Il me renvoya de 48 heures pour connaître la réponse de Paris. Elle arriva le lendemain. On nous donnait carte blanche. Dès lors, il n'y avait pas un jour à perdre. Le Chef me dit :
- Vous partirez pour Paris et Le Mans ce soir. Je vais vous donner deux ordres de mission pour faciliter vos démarches, le cas échéant.
J'avais une lettre pour le Commissaire Spécial de la Gare de Lyon et l'autre pour le Commissaire Spécial du Mans.
Après avoir reçu les dernières recommandations du Capitaine et muni des ordres de mission que je devrais montrer aux Commissaires spéciaux en cas de besoin, je prenais dans la soirée le train qui devait m'amener à Paris le lendemain matin.
ARRIVEE AU MANS - VISITE AU COMMISSAIRE - USINE CHIMIQUE INCENDIEE - JOURNAUX IMPRIMES A ANNEMASSE
J'arrivais au Mans l'après-midi. Je me précipitais vers l'hôtel le plus proche. J'avais très peu dormi, j'étais tellement fatigué que je désirais le faire jusqu'au lendemain, sans manger. Le jour suivant, je me mis en quête du Commissaire Spécial, pour lui montrer mon ordre de mission.
Le Commissariat n'était pas loin de l'Hôtel. A 9 heures, je me présentais. Après avoir pris connaissance de mon ordre de mission, le Commissaire me reçut très aimablement. Sans perdre de temps, je le priais de bien vouloir me faire accompagner au Moulin de Saint-Georges.
Il me dit :
Tout de suite si vous le désirez; vous venez sans doute pour voir si nous avons renforcé les mesures de sécurité?

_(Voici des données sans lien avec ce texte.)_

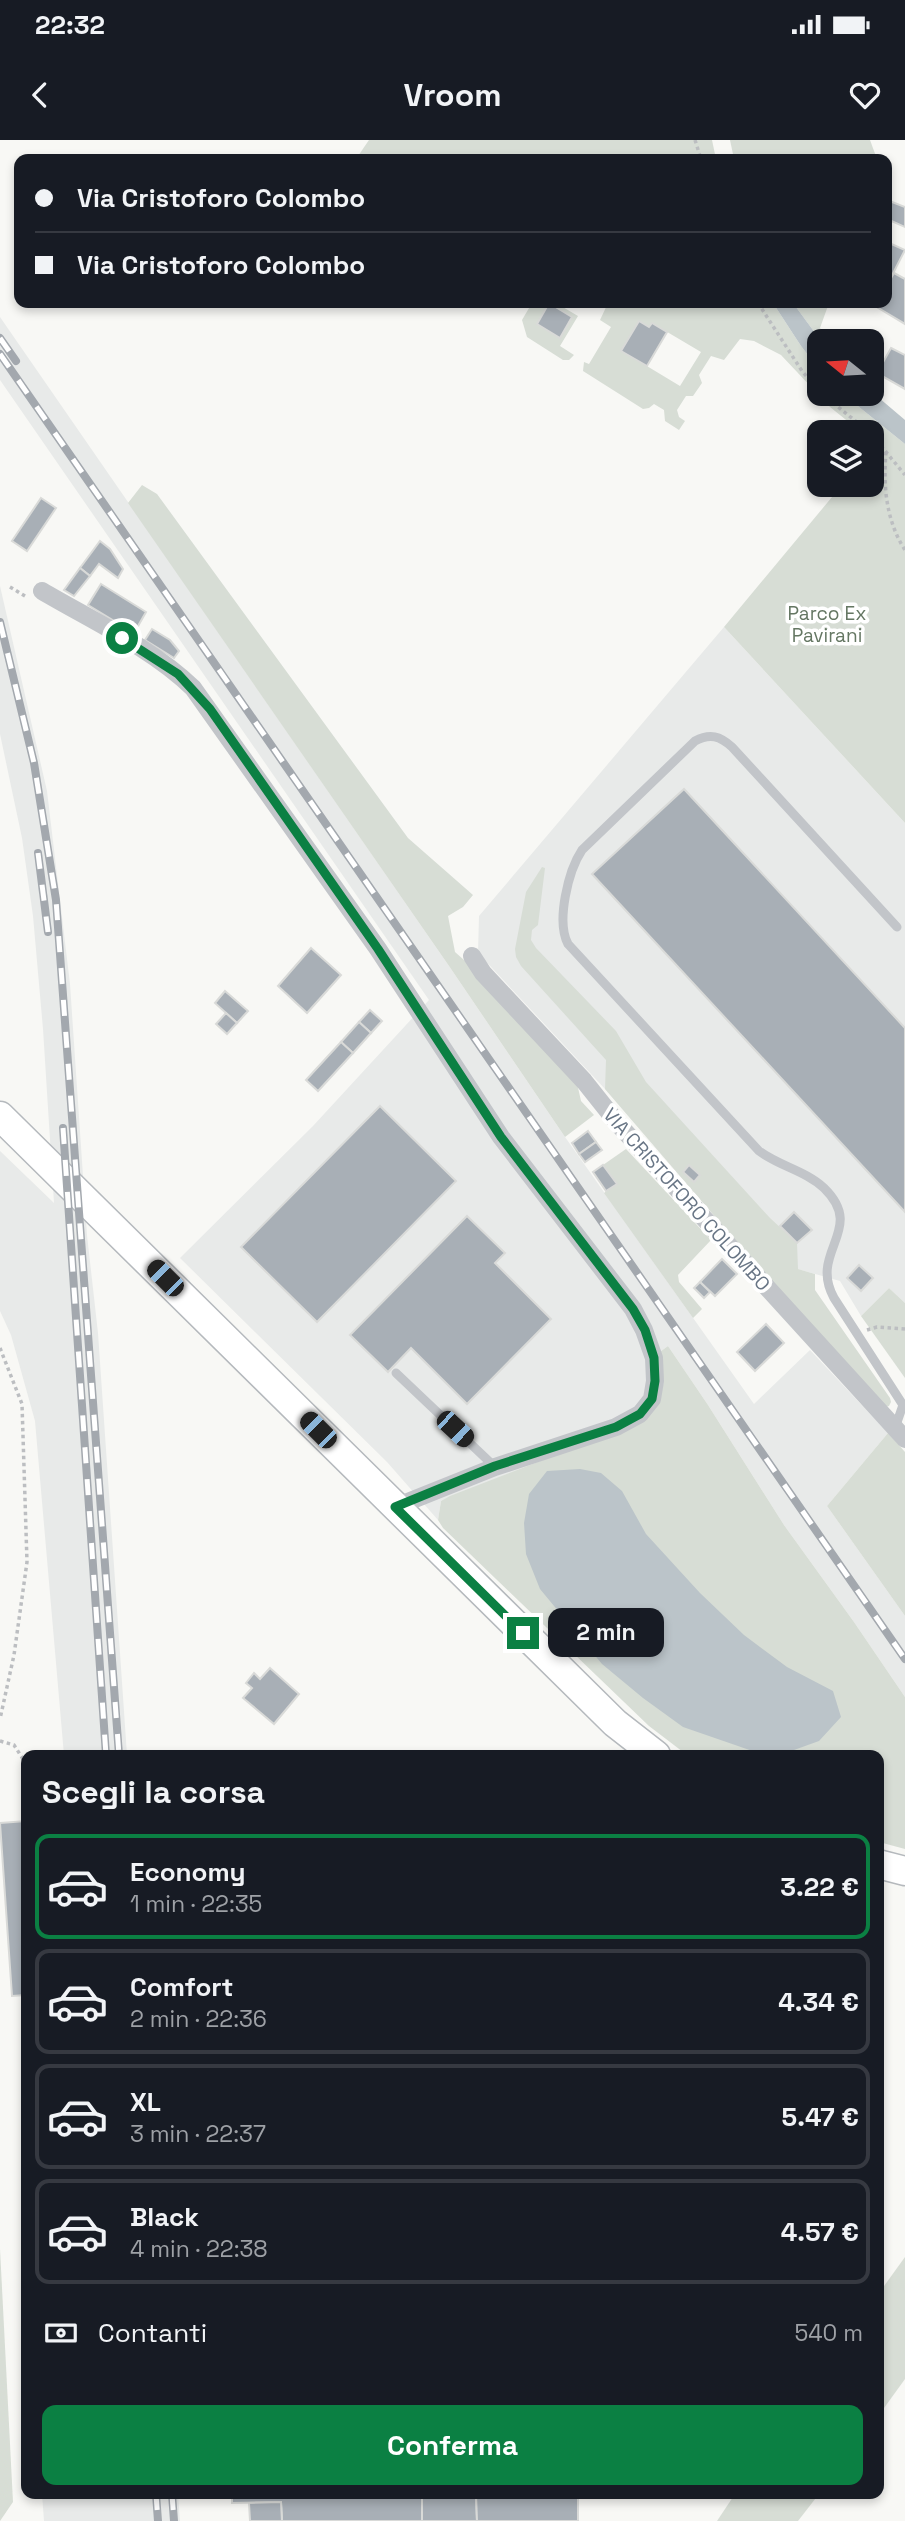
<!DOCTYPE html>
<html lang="it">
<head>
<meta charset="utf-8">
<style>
  :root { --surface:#171b24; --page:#242831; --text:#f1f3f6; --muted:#9ea1a6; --line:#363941; --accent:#0b8043 }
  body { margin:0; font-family:"Space Grotesk",sans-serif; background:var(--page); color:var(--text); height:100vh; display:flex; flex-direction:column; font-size:26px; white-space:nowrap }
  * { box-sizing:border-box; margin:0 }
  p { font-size:23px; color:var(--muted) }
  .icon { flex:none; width:38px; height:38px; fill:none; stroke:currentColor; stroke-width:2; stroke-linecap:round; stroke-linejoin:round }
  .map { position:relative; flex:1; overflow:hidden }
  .side { position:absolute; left:21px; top:1610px; width:863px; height:749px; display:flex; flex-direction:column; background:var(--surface); border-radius:14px; box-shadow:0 4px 10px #0003 }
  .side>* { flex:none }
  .top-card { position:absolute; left:14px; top:14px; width:878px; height:154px; border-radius:14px; box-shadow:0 4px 10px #0003; display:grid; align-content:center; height:154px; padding:0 21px; background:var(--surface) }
  .needle { width:46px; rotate:288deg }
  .buttons { position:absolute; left:807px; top:189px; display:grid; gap:14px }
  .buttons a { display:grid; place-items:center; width:77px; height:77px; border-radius:14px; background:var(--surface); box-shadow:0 4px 10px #0003; font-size:35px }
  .end { position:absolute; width:32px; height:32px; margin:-16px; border:9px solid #0b8043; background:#fff; box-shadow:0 0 0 4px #fff }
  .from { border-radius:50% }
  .bubble { position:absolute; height:49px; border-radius:14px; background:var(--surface); box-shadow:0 4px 10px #0003; font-size:23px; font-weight:700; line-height:49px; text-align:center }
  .car { position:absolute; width:21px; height:42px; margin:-21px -10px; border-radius:9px; box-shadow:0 0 5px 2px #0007; background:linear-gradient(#222 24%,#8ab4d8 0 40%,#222 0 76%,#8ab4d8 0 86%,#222 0) }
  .top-card b { display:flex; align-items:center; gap:24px; height:66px; font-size:26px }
  .top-card b+b { border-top:2px solid var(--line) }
  .top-card i { width:18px; height:18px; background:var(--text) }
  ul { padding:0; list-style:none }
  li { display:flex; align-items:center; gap:21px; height:105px; margin:0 14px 10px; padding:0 7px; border:4px solid var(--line); border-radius:14px }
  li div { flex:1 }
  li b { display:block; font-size:26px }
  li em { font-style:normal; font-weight:700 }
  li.on { border-color:var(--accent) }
  li>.icon { width:63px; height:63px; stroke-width:1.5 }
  h2 { padding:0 21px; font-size:32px; line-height:84px }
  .pay { display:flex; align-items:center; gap:18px; height:77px; padding:0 21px; font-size:26px }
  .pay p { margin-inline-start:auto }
  .primary-button { display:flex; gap:14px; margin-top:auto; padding:14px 21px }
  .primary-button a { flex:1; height:80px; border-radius:14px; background:var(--accent); color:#fff; font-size:28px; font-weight:700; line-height:80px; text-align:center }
  .status { display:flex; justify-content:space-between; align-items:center; height:49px; padding:0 35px; background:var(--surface); direction:ltr }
  .status svg { height:19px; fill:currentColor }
  header { display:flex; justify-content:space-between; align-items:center; height:91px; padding:0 21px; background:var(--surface); font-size:32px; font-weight:700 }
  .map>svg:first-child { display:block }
</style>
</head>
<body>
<div class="status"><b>22:32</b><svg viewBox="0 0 49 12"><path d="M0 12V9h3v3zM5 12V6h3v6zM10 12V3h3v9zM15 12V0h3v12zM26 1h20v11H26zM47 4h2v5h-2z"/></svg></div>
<header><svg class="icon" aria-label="back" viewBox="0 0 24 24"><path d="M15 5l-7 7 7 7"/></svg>Vroom<svg class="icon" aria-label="heart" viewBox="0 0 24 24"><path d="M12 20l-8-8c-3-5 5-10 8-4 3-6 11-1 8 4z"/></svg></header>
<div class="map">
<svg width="905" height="2381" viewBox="0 0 905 2381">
  <rect width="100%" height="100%" fill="#f8f8f5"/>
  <g fill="#e8eae9">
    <polygon points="0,177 449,826 565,997 754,1264 810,1210 888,1293 827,1366 905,1476 905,1557 854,1482 784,1385 708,1265 668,1206 657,1214 665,1241 659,1263 642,1280 441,1361 438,1380 387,1322 180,1118 313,986 429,860 0,240"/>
    <polygon points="0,446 47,651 70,844 87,1095 98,1193 127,1615 64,1615 35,1281 11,1195 0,1171 0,1011 54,1063 43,889 33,776 22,698 0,594"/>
    <polygon points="724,487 905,683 905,1163 889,1148 861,1176 840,1141 748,1115 605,949 478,813 479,776"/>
    <polygon points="42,2354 178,2354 180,2381 44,2381"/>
  </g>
  <g fill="#d7ddd5" fill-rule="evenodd">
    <polygon points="369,0 712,0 716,19 356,19"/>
    <polygon points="730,0 870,0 877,19 734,19"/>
    <polygon points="532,163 556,163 578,176 560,206 574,215 569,220 563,220 527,197 522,180"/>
    <path d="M608,163H773L801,206L819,229V254H843L905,304V683L724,487L842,345H872V309L875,305L872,301V292H861L830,267L781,215L754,201L740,199L724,220L711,216L699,235L702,243L693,256H686L677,270L679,277L685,281L679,290L665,281L664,270L654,264L649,268L643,269L583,231L584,222L589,224L611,187L600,180ZM639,181L649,187L652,183L701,212L680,246L622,211Z"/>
    <polygon points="793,163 829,163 820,188 831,201 821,201"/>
    <polygon points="142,345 157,354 408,698 473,755 463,767 448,776 455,812 464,820 577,943 581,961 594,975 565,997 449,826 128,363"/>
    <polygon points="542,727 545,728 538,785 532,790 531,800 536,808 616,891 646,942 770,1078 797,1103 798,1129 815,1134 815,1150 890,1258 891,1262 889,1266 886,1267 748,1115 605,949 606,920 521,826 516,817 515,809 526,752"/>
    <polygon points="626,1009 711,1100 678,1135 679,1142 702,1169 693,1178 604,1053 616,1044 603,1025"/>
    <polygon points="889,1148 905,1163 905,1238 861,1176"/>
    <polygon points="668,1206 708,1265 784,1385 854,1482 905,1557 905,1709 879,1702 878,1615 687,1615 649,1586 443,1388 438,1380 441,1361 450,1356 615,1292 659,1263 664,1241 657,1214"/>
    <polygon points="888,1293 905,1312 905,1476 827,1366"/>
    <polygon points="0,2109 13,2362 0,2381"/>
    <polygon points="905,2117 905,2239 879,2275 879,2153"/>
    <polygon points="735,2354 819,2354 798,2381 717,2381"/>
  </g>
  <g fill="#bbc4c9">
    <polygon points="773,163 793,163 821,201 819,201 819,229 801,206"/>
    <polygon points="872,252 905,280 905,304 843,254 872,254"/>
    <polygon points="580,1329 601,1333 622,1351 646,1394 700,1453 744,1495 787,1527 833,1551 841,1577 819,1601 794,1610 764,1615 683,1587 643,1558 602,1524 540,1449 526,1414 524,1383 529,1354 547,1331"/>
  </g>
  <g fill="#a8afb6" stroke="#d9dad8" stroke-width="2">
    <polygon points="887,60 905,67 905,87 887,79"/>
    <polygon points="887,102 905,110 887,145"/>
    <polygon points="894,133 905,139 905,184 875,166 877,163 887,163 887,145"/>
    <polygon points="549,163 572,177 560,198 537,184"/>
    <polygon points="639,181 649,187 652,183 667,192 647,226 621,211"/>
    <polygon points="891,208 905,215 905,249 877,233"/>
    <polygon points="41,358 56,368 27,411 12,401"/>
    <polygon points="100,401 110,409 123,429 118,438 99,424 90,436 80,428"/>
    <polygon points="80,428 90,436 74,456 64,450"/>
    <polygon points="101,444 146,472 134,493 88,465"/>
    <polygon points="152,489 170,500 179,511 174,518 145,500"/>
    <polygon points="684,649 905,888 905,1072 592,734"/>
    <polygon points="311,808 341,835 307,873 278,846"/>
    <polygon points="225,851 248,871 237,883 215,863"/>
    <polygon points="370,870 382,881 371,893 359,882"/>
    <polygon points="226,873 237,883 227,894 216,884"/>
    <polygon points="359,882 371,893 353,913 341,902"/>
    <polygon points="341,902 353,913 318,951 306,940"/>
    <polygon points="380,966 456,1041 317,1182 241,1107"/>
    <polygon points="588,991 596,1002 579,1014 572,1003"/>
    <polygon points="596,1002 602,1010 585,1022 579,1014"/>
    <polygon points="603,1025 617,1044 606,1051 593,1032"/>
    <polygon points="689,1025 700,1035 694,1042 683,1032"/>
    <polygon points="794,1072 812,1090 797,1103 780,1086"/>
    <polygon points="467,1076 505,1113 495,1123 551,1179 467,1264 411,1208 388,1232 350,1195"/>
    <polygon points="722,1119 737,1134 715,1156 700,1142"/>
    <polygon points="859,1125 873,1138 861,1151 847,1138"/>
    <polygon points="700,1142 710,1152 704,1158 694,1148"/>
    <polygon points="766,1184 784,1203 755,1231 737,1212"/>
    <polygon points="270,1528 299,1554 274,1584 243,1558 252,1548 246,1543 254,1533 260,1539"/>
    <polygon points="26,1681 26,1855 12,1856 0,1683"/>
    <polygon points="232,2354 422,2354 422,2381 282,2381 281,2362 232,2363"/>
    <polygon points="422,2354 476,2354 477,2381 422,2381"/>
    <polygon points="476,2354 578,2354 578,2381 477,2381"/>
    <polygon points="281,2362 282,2381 250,2381 249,2363"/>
  </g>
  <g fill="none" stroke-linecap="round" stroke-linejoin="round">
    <g stroke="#b5b9bd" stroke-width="31">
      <g id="primary">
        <polyline points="0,976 615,1583 656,1615"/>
        <polyline points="878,1724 905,1731"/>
      </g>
    </g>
    <g stroke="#bcbec1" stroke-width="3.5" stroke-dasharray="3.5 3.5" stroke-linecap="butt">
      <polyline points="695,0 701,19"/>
      <polyline points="758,163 802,231 819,251"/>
      <polyline points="822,254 869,292"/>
      <polyline points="872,295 905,335"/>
      <path d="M886,312C883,345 886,381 905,410"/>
      <polyline points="10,447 25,456"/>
      <polyline points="867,1190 877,1187 905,1189"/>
      <polyline points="0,1208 22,1264 27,1422 14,1515 0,1579"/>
      <polyline points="0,1601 14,1605 23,1619 23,1663"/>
    </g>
    <g stroke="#c2c5c9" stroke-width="9">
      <polyline points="396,1233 495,1327"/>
      <path d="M895,1288L903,1265L834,1158C808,1111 867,1090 824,1048C806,1031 779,1026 759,1011L568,804C556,782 568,731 582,710L695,601C710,593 720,596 732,607L897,787"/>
    </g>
    <g stroke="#c2c5c9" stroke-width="18">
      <path d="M42,451C91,480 152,508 193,548L378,809L501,997L633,1169L644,1190L654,1218L655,1241L652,1259L640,1274L616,1287L495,1327L395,1367"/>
      <polyline points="472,816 483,833 584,941 619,985 905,1299"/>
    </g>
    <use href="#primary" stroke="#fff" stroke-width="28"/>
    <g stroke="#a3a8ae" stroke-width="8">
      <g id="rail">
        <polyline points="0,198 16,221"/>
        <polyline points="0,214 905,1519"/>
        <polyline points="0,482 34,623 56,760 119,1615"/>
        <polyline points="38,713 48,792"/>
        <polyline points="63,988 106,1615"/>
        <polyline points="156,2354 158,2381"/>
        <polyline points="172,2354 174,2381"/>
      </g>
    </g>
    <use href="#rail" stroke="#fff" stroke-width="5" stroke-dasharray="16" stroke-linecap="butt"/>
  </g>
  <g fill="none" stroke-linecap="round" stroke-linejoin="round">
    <polyline stroke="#0b8043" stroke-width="9" points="122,498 178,534 210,569 378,809 501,997 633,1169 645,1190 654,1218 655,1241 652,1259 640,1274 616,1287 495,1326 395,1367 523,1493"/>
  </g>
  <g text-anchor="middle" stroke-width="7" stroke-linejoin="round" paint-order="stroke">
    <g font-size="19" fill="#657763" stroke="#fff">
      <text x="827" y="480">Parco Ex<tspan x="827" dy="22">Pavirani</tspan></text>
    </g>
    <g font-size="19" fill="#687585" stroke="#fff">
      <text transform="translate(687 1059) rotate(48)" y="7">VIA CRISTOFORO COLOMBO</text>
    </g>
  </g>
</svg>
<div class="buttons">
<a><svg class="needle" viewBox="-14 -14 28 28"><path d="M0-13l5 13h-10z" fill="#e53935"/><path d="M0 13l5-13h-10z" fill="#9ea1a6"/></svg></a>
<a><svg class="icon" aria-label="layers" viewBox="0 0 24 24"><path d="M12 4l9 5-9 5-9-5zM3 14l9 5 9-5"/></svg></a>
</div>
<i class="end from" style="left:122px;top:498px"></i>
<i class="end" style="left:523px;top:1493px"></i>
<div class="bubble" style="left:548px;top:1468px;width:116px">2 min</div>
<i class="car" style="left:165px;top:1138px;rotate:315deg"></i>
<i class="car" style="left:455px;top:1289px;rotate:133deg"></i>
<i class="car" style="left:318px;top:1290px;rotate:315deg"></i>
<div class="top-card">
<b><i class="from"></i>Via Cristoforo Colombo</b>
<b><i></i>Via Cristoforo Colombo</b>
</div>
<section class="side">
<h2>Scegli la corsa</h2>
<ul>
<li class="on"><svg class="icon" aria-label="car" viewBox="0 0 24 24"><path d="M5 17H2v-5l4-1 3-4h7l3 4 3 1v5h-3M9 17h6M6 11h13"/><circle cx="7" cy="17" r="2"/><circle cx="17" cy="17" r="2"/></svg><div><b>Economy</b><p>1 min · 22:35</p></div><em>3.22 €</em></li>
<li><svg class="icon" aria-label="car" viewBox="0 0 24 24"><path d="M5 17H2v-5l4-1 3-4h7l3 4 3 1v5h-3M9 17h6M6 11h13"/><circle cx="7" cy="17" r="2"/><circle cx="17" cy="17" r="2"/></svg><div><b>Comfort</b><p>2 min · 22:36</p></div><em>4.34 €</em></li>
<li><svg class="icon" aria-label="car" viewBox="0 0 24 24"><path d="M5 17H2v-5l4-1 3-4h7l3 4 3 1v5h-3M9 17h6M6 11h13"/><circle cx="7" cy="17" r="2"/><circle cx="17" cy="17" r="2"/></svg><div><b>XL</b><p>3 min · 22:37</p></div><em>5.47 €</em></li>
<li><svg class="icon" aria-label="car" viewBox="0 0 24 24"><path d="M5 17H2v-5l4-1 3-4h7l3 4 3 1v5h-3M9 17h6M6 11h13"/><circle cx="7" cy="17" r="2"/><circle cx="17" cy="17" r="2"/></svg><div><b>Black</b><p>4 min · 22:38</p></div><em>4.57 €</em></li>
</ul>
<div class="pay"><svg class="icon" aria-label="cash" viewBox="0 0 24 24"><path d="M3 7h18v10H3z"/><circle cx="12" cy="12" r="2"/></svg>Contanti<p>540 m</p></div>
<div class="primary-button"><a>Conferma</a></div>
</section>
</div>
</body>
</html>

On nous a avisé, il y a une dizaine de jours, que notre Moulin si important était menacé d'être incendié par des espions allemands, et que nous devions renforcer la surveillance militairement. Allez-y, vous verrez!
Je lui dis alors que je ne connaissais pas personnellement le moulin, que je devais le visiter, et relever des plans pour le compte du 2e Bureau du Ministère de la Guerre. Je devais aller vite, pour être de retour à Paris dans la soirée.
Je remerciais le Commissaire de son obligeance.
J'allais visiter cet établissement, sans même y pénétrer. Car ce que je voulais connaître était la topographie des lieux et son allure générale pour pouvoir démontrer que je m'y étais réellement introduit. Je ne savais pas trop comment j'allais présenter la suite à Yunker, si je devais le revoir.
Lui dirai-je que je n'ai pas pu m'approcher à cause de la présence de sentinelles tous les 50 mètres?
Que devant une telle garde militaire armée, je ne pouvais courir le risque d'être fusillé pour gagner 30.000 francs?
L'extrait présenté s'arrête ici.